• Was ist Osteosarkom?

Was ist Osteosarkom?

Osteosarkom, auch osteogenes Sarkom genannt, ist eine Krebsart, die in den Osteoblasten, den für die Knochenbildung verantwortlichen Zellen, entsteht. Es tritt hauptsächlich in der Metaphyse (dem Wachstumsbereich) der Knochen auf, häufig in Beinen oder Armen, und kann sich auf andere Körperteile, wie beispielsweise die Lunge, ausbreiten.

Arten von Osteosarkomen

  • Konventionelles Osteosarkom: Der häufigste Typ, der normalerweise in den langen Knochen wie dem Oberschenkelknochen oder dem Schienbein auftritt.
  • Teleangiektatische Osteosarkom: Eine seltene, aber aggressive Form, die durch die Bildung von Zysten gekennzeichnet ist.
  • Kleinzelliges Osteosarkom: Ein seltener Subtyp, der anderen kleinzelligen Krebsarten ähnelt, aber im Knochen beginnt.

Ursachen von Osteosarkom

  • Genetische Faktoren: Bestimmte genetische Erkrankungen wie das Li-Fraumeni-Syndrom oder das hereditäre Retinoblastom sind mit einem höheren Osteosarkomrisiko verbunden.
  • Vorherige Strahlentherapie: Bei Patienten, die gegen andere Krebsarten eine Strahlentherapie erhalten haben, besteht ein erhöhtes Risiko, später im Leben an Osteosarkom zu erkranken.

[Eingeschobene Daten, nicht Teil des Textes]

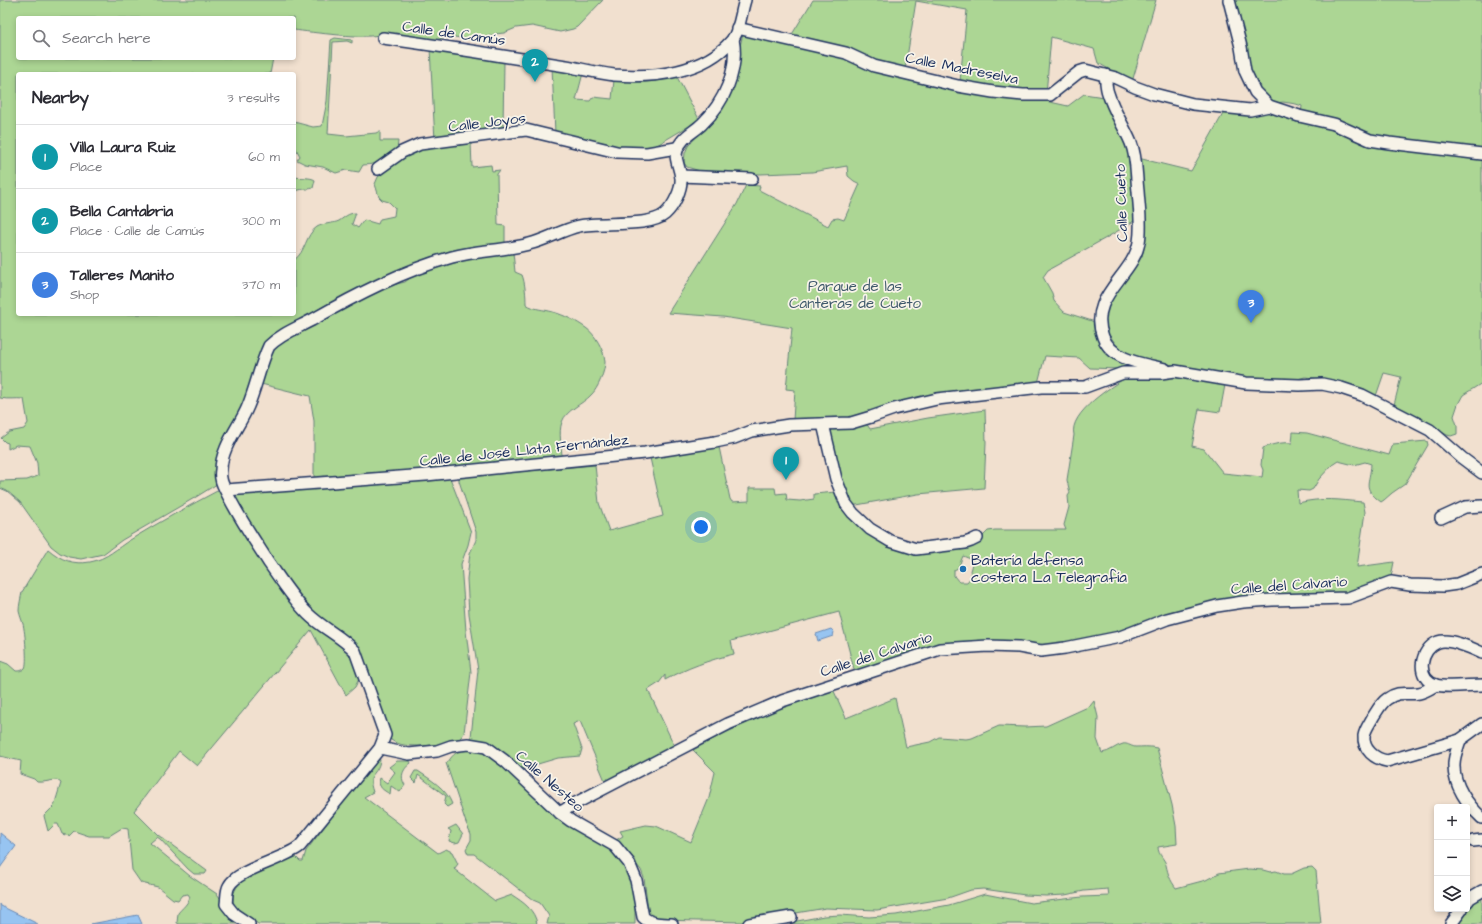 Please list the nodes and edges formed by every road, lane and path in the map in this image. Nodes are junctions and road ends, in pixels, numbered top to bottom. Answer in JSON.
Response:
{"nodes":[{"id":1,"x":745,"y":0,"type":"edge"},
{"id":2,"x":1230,"y":0,"type":"edge"},
{"id":3,"x":737,"y":28,"type":"junction"},
{"id":4,"x":383,"y":38,"type":"dead end"},
{"id":5,"x":733,"y":39,"type":"junction"},
{"id":6,"x":1105,"y":75,"type":"junction"},
{"id":7,"x":1269,"y":106,"type":"junction"},
{"id":8,"x":676,"y":148,"type":"junction"},
{"id":9,"x":1482,"y":154,"type":"edge"},
{"id":10,"x":378,"y":169,"type":"dead end"},
{"id":11,"x":681,"y":176,"type":"junction"},
{"id":12,"x":752,"y":180,"type":"dead end"},
{"id":13,"x":1176,"y":371,"type":"junction"},
{"id":14,"x":823,"y":424,"type":"junction"},
{"id":15,"x":1482,"y":473,"type":"edge"},
{"id":16,"x":226,"y":490,"type":"junction"},
{"id":17,"x":1482,"y":506,"type":"edge"},
{"id":18,"x":1441,"y":518,"type":"dead end"},
{"id":19,"x":977,"y":538,"type":"dead end"},
{"id":20,"x":1482,"y":574,"type":"edge"},
{"id":21,"x":1482,"y":653,"type":"edge"},
{"id":22,"x":1436,"y":685,"type":"junction"},
{"id":23,"x":1482,"y":685,"type":"edge"},
{"id":24,"x":1482,"y":724,"type":"edge"},
{"id":25,"x":1460,"y":740,"type":"junction"},
{"id":26,"x":380,"y":748,"type":"junction"},
{"id":27,"x":560,"y":813,"type":"junction"},
{"id":28,"x":1482,"y":818,"type":"edge"},
{"id":29,"x":1482,"y":891,"type":"edge"},
{"id":30,"x":1470,"y":899,"type":"edge"},
{"id":31,"x":1460,"y":912,"type":"edge"},
{"id":32,"x":791,"y":917,"type":"dead end"},
{"id":33,"x":249,"y":924,"type":"edge"},
{"id":34,"x":672,"y":924,"type":"edge"},
{"id":35,"x":748,"y":924,"type":"edge"},
{"id":36,"x":1451,"y":924,"type":"edge"}],
"edges":[{"from":1,"to":3,"type":"street","name":"Calle de Camús"},
{"from":2,"to":7,"type":"street"},
{"from":3,"to":5,"type":"street","name":"Calle de Camús"},
{"from":3,"to":6,"type":"street","name":"Calle Madreselva"},
{"from":4,"to":5,"type":"street","name":"Calle de Camús"},
{"from":5,"to":8,"type":"street"},
{"from":6,"to":7,"type":"street","name":"Calle Madreselva"},
{"from":6,"to":13,"type":"street","name":"Calle Cueto"},
{"from":7,"to":9,"type":"street"},
{"from":8,"to":10,"type":"street","name":"Calle Joyos"},
{"from":8,"to":11,"type":"street"},
{"from":11,"to":12,"type":"street"},
{"from":11,"to":16,"type":"street"},
{"from":13,"to":14,"type":"street","name":"Calle de José Llata Fernández"},
{"from":13,"to":15,"type":"street","name":"Calle de José Llata Fernández"},
{"from":14,"to":16,"type":"street","name":"Calle de José Llata Fernández"},
{"from":14,"to":19,"type":"street"},
{"from":16,"to":26,"type":"street"},
{"from":17,"to":18,"type":"street"},
{"from":20,"to":27,"type":"street","name":"Calle del Calvario"},
{"from":21,"to":22,"type":"street"},
{"from":22,"to":23,"type":"street"},
{"from":22,"to":25,"type":"street"},
{"from":24,"to":25,"type":"street"},
{"from":25,"to":28,"type":"street"},
{"from":26,"to":27,"type":"street","name":"Calle Nesteo"},
{"from":26,"to":33,"type":"street"},
{"from":27,"to":34,"type":"street","name":"Calle Nesteo"},
{"from":29,"to":30,"type":"street"},
{"from":31,"to":36,"type":"street"},
{"from":32,"to":35,"type":"street"}]} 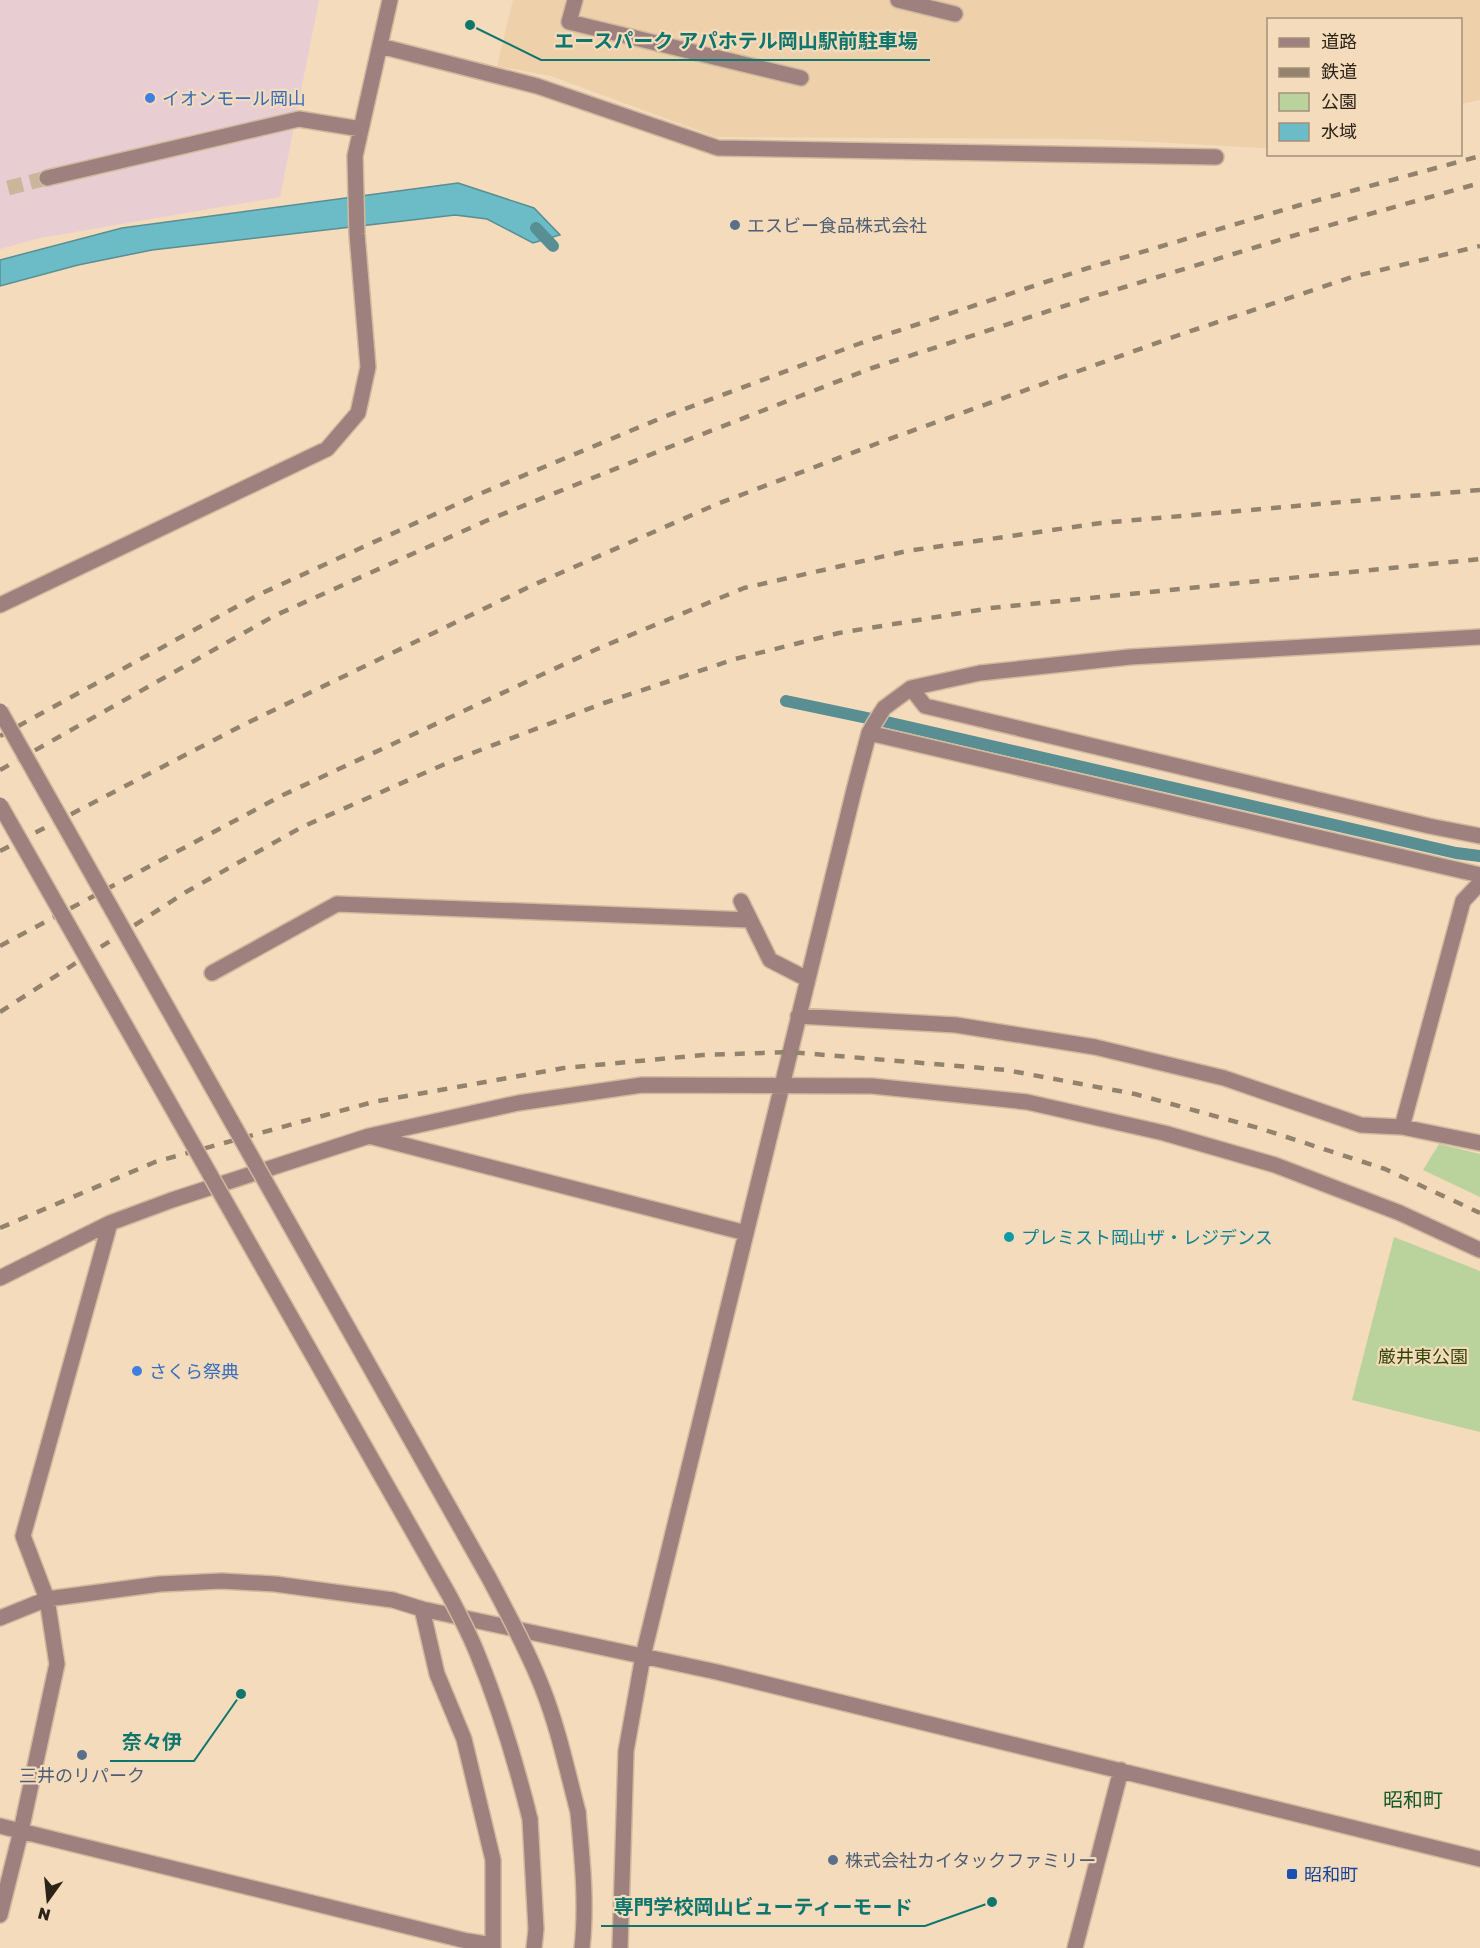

Anzeichen eines Osteosarkoms

  • Knochenschmerzen: Anhaltende Schmerzen im betroffenen Knochen, die sich nachts verschlimmern können.
  • Schwellung: Schwellung oder Druckempfindlichkeit in der Nähe der betroffenen Stelle.
  • Reinigung: Schwierigkeiten beim Gehen oder ein auffälliges Hinken, wenn sich der Tumor im Bein befindet.
  • Knochenbrüche: Geschwächte Knochen können selbst bei geringfügigen Verletzungen zu Knochenbrüchen führen.

Fortgeschrittene Anzeichen eines Osteosarkoms

  • Sichtbarer Knoten: In der Nähe der Hautoberfläche kann eine Masse sichtbar werden.
  • Eingeschränkte Bewegungsfreiheit: Der Tumor kann das Gelenk beeinträchtigen und die Bewegung der betroffenen Gliedmaße einschränken.
  • Fieber und Müdigkeit: In fortgeschrittenen Fällen können auch allgemeine Symptome wie unerklärliches Fieber und Müdigkeit auftreten.

Risikofaktoren für Osteosarkom

  • Alter: Osteosarkom betrifft am häufigsten Teenager und junge Erwachsene während Phasen schnellen Knochenwachstums.
  • Genetische Erkrankungen: Personen mit erblichen Syndromen wie Retinoblastom sind einem höheren Risiko ausgesetzt.
  • Vorherige Krebsbehandlungen: Strahlentherapie oder Chemotherapie bei anderen Krebsarten erhöhen das Risiko, später im Leben an Osteosarkom zu erkranken.

Fazit

Osteosarkom ist eine schwere Form von Knochenkrebs, die für optimale Behandlungsergebnisse frühzeitig erkannt werden muss. Das Verständnis der Anzeichen und Symptome sowie der Risikofaktoren kann Betroffenen helfen, rechtzeitig medizinische Hilfe in Anspruch zu nehmen. Wenn Sie oder jemand, den Sie kennen, unter anhaltenden Knochenschmerzen oder -schwellungen leidet, ist es wichtig, einen Arzt aufzusuchen.